The show has its holes, however. (Update at bottom!) The spaceship has a few minor rotating rings, but also zero G. They get around the special effects budget for zero G by explaining in episode 1 that the astronauts wear nanotech suits that provide an electromagnetic attraction to an artificial down.

Of course, that doesn't explain why Ron Livingston is tossing his baseball in a perfect arc in his quarters. Or why this is demonstrated with a tomato being floated through space in the vivarium, but plants are growing with a down orientation, producing normal fruit, and a handheld misting sprayer (an insane idea in zero G) produces mist instead of propelled tiny globules. And unless there's a static hair thing, their hair should be all over the place, too.

They could have made the whole damn thing rotate for micro-gravity, or introduced a typical device like a dense material (made of neutrons or something) that was balanced by inertia with minimal tidal forces. There are about 1,000 methods in sci-fi to "solve" this problem. (In Star Trek, they just said, we've got gravity plates on each deck. End of story, but not very realistic. On the other hand, it's 500 years in the future, and they have anti-matter engines.)

Also odd, no delay in communications. Perhaps they have an ansible, but it's a major bummer (not a character on the show). It would make more sense to either integrate the notion of superluminal communications in passing -- "it's remarkable how this mission wouldn't have been possible without the Swiss tachyon acceleration breakthroug"..."Yes, isn't it" -- or use the time delay as a significant plot point.

There's also a major plot point -- potential SPOILER for those who haven't seen the show at all -- involving a pregnancy, a vasectomy, and an abortion that they're being all coy about in some ways. Livingston's Donner has a one-night stand with Zoe Barnes (played by Laura Harris), and when she asks about protection, he says he had a vasectomy. She believes him. This becomes a whole ugly thing, mostly revealed in the first episode, and trickling out through subsequent ones.

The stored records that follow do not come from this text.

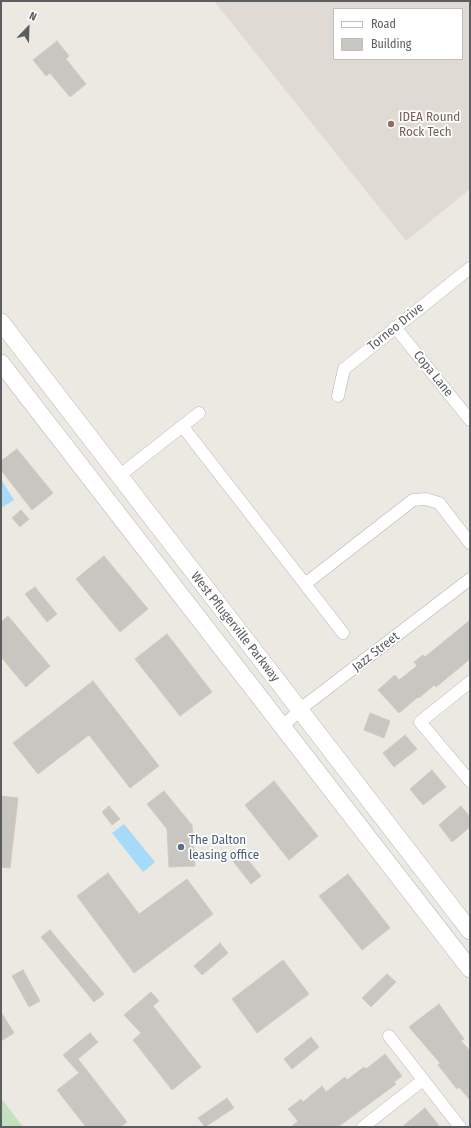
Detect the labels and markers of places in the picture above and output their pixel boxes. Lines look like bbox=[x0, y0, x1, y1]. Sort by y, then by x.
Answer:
place label: IDEA Round Rock Tech bbox=[399, 109, 460, 140]
marker: IDEA Round Rock Tech bbox=[386, 119, 396, 129]
place label: The Dalton leasing office bbox=[189, 832, 259, 863]
marker: The Dalton leasing office bbox=[176, 842, 186, 852]

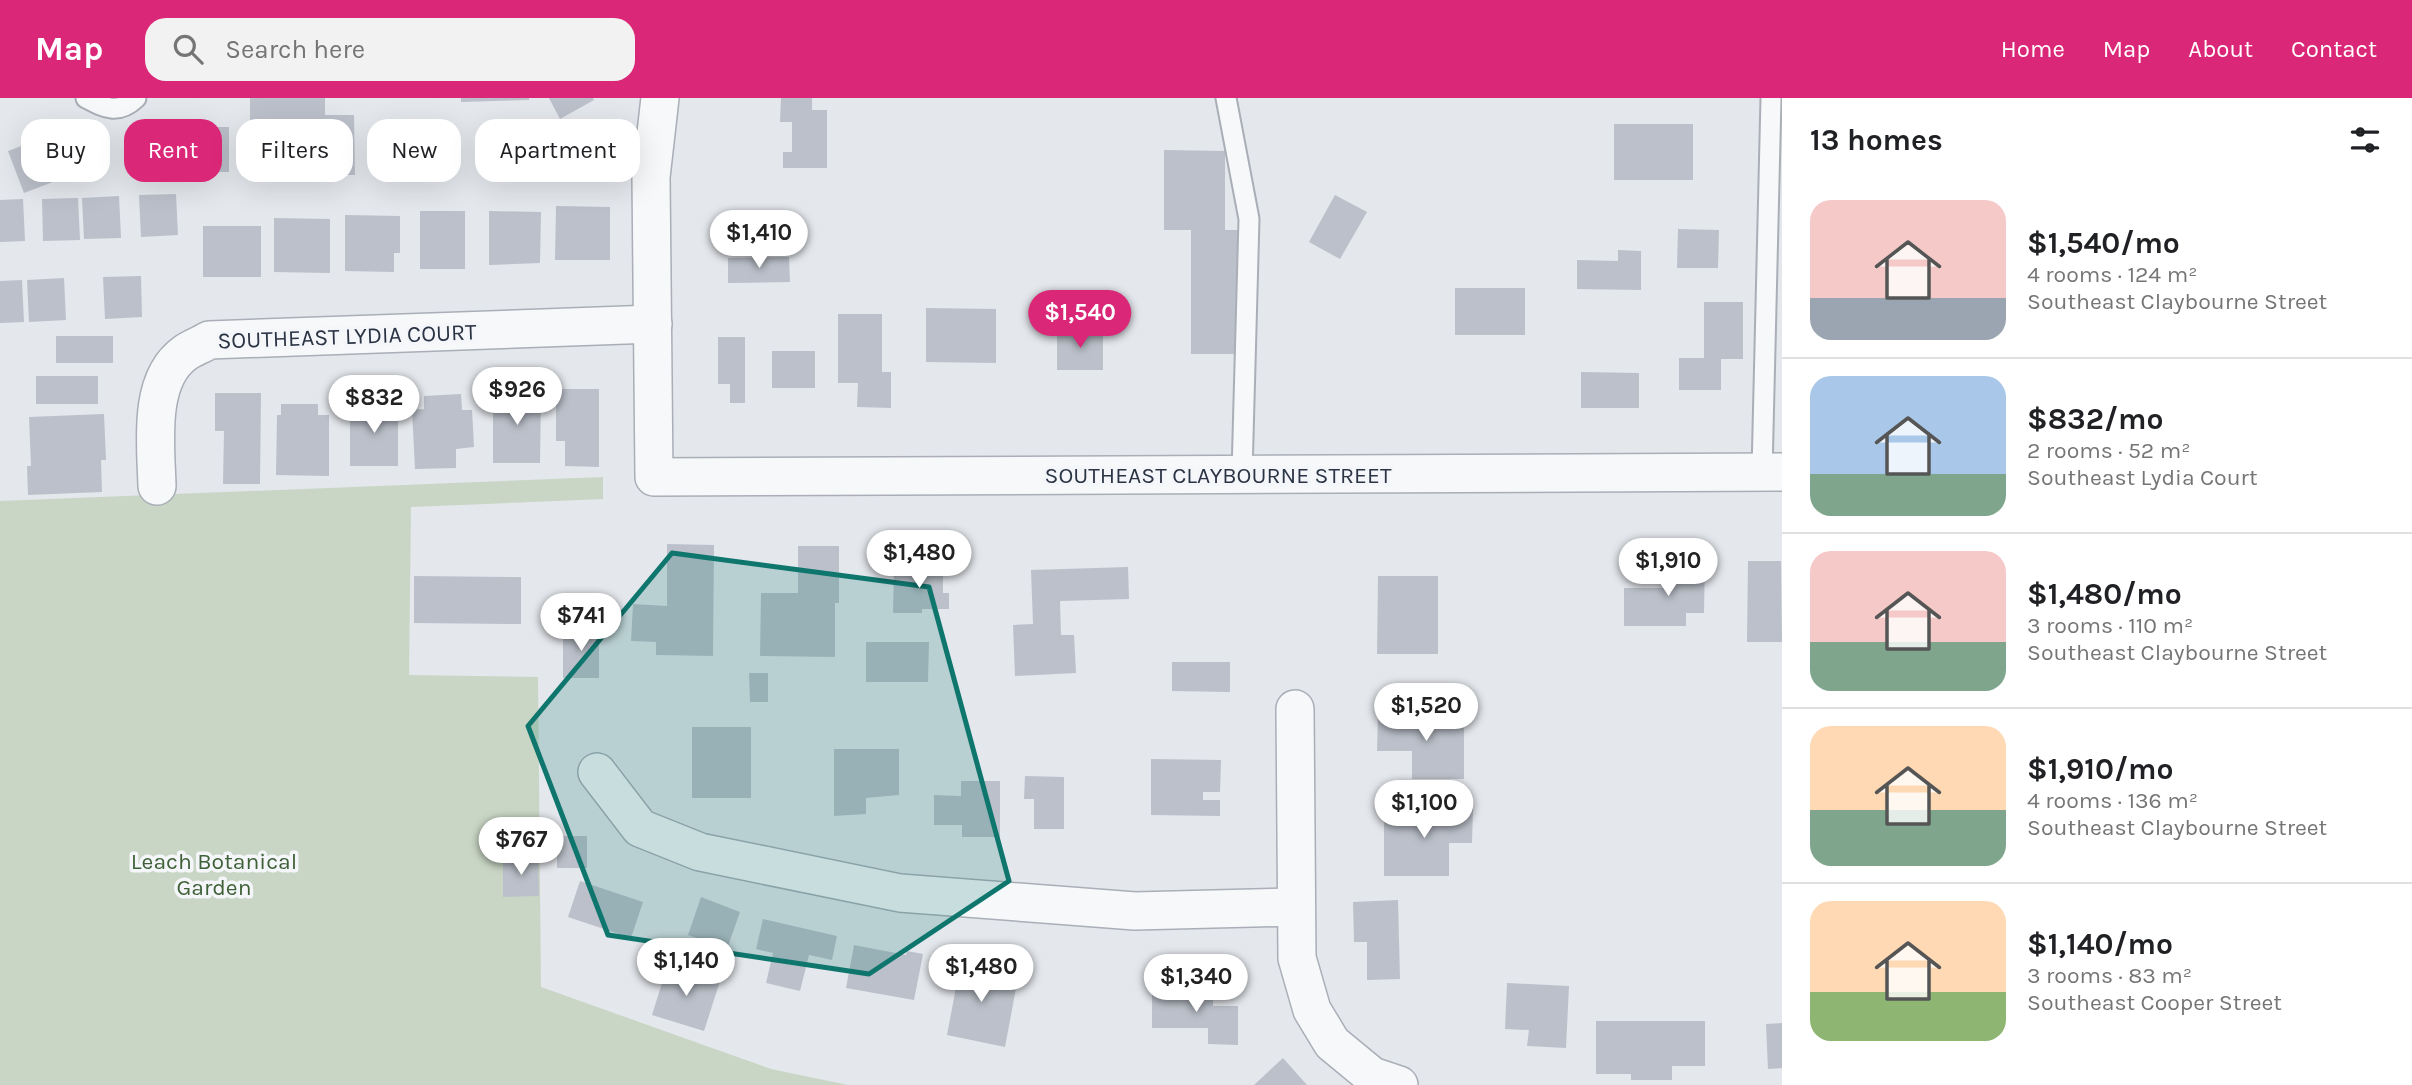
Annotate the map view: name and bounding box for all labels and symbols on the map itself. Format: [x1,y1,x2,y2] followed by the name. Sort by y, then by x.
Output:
[702,211,816,270] pin: $1,410
[1023,290,1137,350] pin: $1,540
[217,318,478,355] street label: SOUTHEAST LYDIA COURT
[476,368,558,427] pin: $926
[333,376,415,435] pin: $832
[1045,462,1392,489] street label: SOUTHEAST CLAYBOURNE STREET
[862,531,976,590] pin: $1,480
[1611,538,1725,598] pin: $1,910
[540,594,622,653] pin: $741
[1369,684,1483,743] pin: $1,520
[1367,780,1481,840] pin: $1,100
[480,818,562,877] pin: $767
[131,848,297,901] park label: Leach Botanical Garden
[629,939,743,998] pin: $1,140
[924,944,1038,1004] pin: $1,480
[1139,954,1253,1014] pin: $1,340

But Zoe, like everyone else, would know that Donner was sterilized before he went to Mars 10 years earlier. It's part of the protocol. In the show, abortion is illegal (although seen as a temporary thing). So Zoe's most reasonable response would have been, it's not his fault: the vasectomy didn't take or reversed spontaneously (which can happen), and, damn. Instead, it's "oh, the guy is lying about it" deal. Or so it seems. In the show, it's pretty clear that an alien is responsible for anything weird.

Update! Just watched episode 4, and they explained several of the above points. A little cute in some cases, but it works. The astronauts use a nanoparticle magnetic hairspray to avoid problems in zero G, which actually makes perfect sense. The living quarters do rotate to provide microgravity, which then explains Livingston tossing his ball. The tomato is still inexplicable.